Species of crustacean

Coenobita rugosus is a species of land hermit crab native to Indonesia, Australia and the east African coast to the south west Pacific.

C. rugosus has four walking legs, a small pincer, a large pincer, and antennae. When threatened C. rugosus is able to make a 'chirping' sound by rubbing its large pincer against its shell as a stridulatory apparatus.

C. rugosus vary in colour depending on nutritional intake and common colours include green, brown and tan, but black, white, pink, and blue have also been observed. They can be differentiated from other species of land hermit crabs by the pronounced striations (stitch marks) on their large pincer. Coenobita compressus and Coenobita perlatus also possess these striations to a lesser extent but can easily be distinguished from C. rugosus by size and colour; especially in the case of the C. perlatus which is a striking red colour as an adult.

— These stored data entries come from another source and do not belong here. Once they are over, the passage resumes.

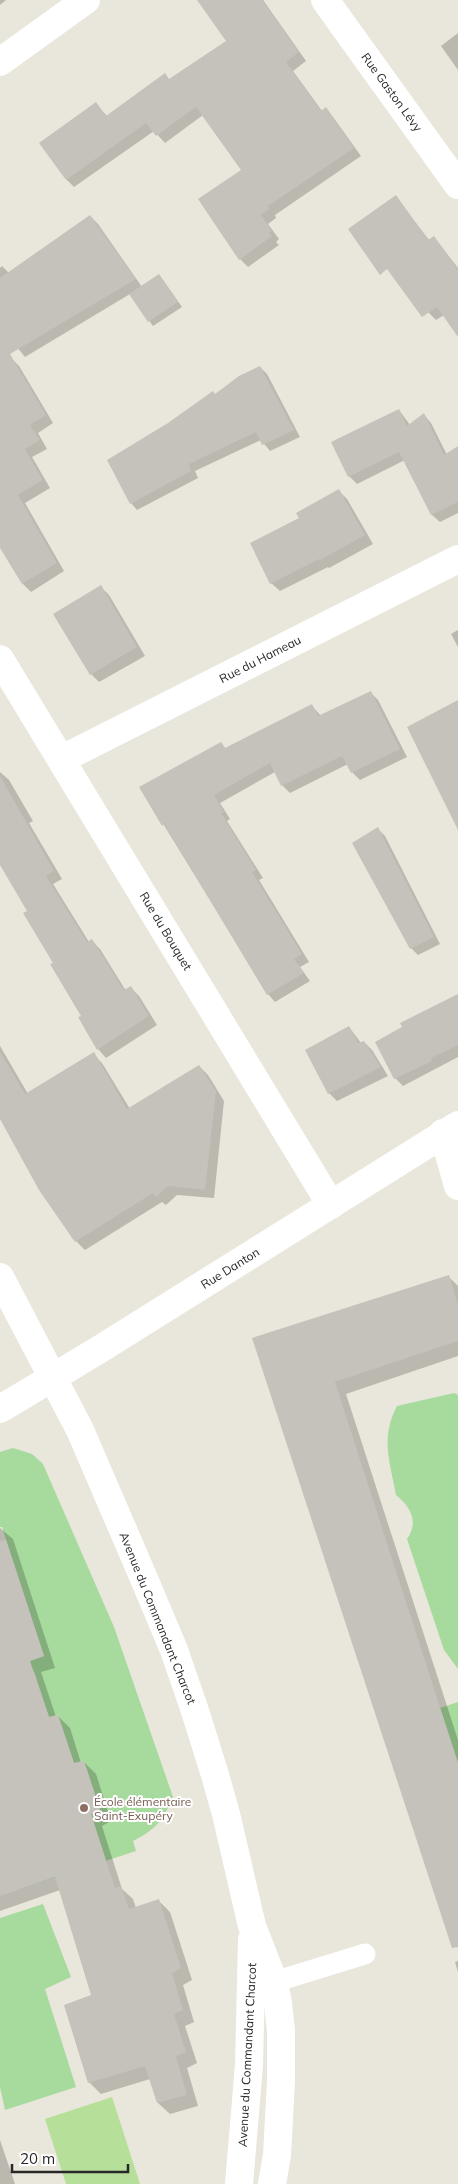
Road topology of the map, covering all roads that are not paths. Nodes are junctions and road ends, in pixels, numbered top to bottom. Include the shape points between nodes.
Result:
1 (86, 0) edge
2 (326, 0) edge
3 (0, 62) edge
4 (458, 184) edge
5 (458, 559) edge
6 (0, 659) edge
7 (62, 759) junction
8 (451, 1129) edge
9 (458, 1186) edge
10 (331, 1205) junction
11 (0, 1277) edge
12 (51, 1378) junction
13 (0, 1409) edge
14 (252, 1926) junction
15 (365, 1954) dead end
16 (274, 1982) junction
17 (239, 2184) edge
18 (272, 2184) edge

1 - 3 street
2 - 4 street, Rue Gaston Lévy
5 - 7 street, Rue du Hameau
6 - 7 street, Rue du Bouquet
7 - 10 street, Rue du Bouquet
8 - 9 street
8 - 10 street, Rue Danton
10 - 12 street, Rue Danton
11 - 12 street, Avenue du Commandant Charcot
12 - 13 street, Rue Danton
12 - 14 street, Avenue du Commandant Charcot via 80,1430 174,1650 196,1711 226,1814
14 - 16 street, Avenue du Commandant Charcot
14 - 17 street, Avenue du Commandant Charcot via 249,2065
15 - 16 lane
16 - 18 street, Avenue du Commandant Charcot via 281,2031 282,2081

They can be 5 cm in length and their eyestalks are sandy in colour and may have a brown stripe on the bottom of them. The bottom pair of the second antena are light orange in colour. Their big claw has 7 ridges on the upper part and there is usually hair on the inside of both claws. On the last pair of walking legs, on the second segment, it is flattened and the colour is lighter. The abdomen is short and fat.

As with other species of land hermit crabs C. rugosus are scavengers and will consume plants, dead fish, fruit and other detritus.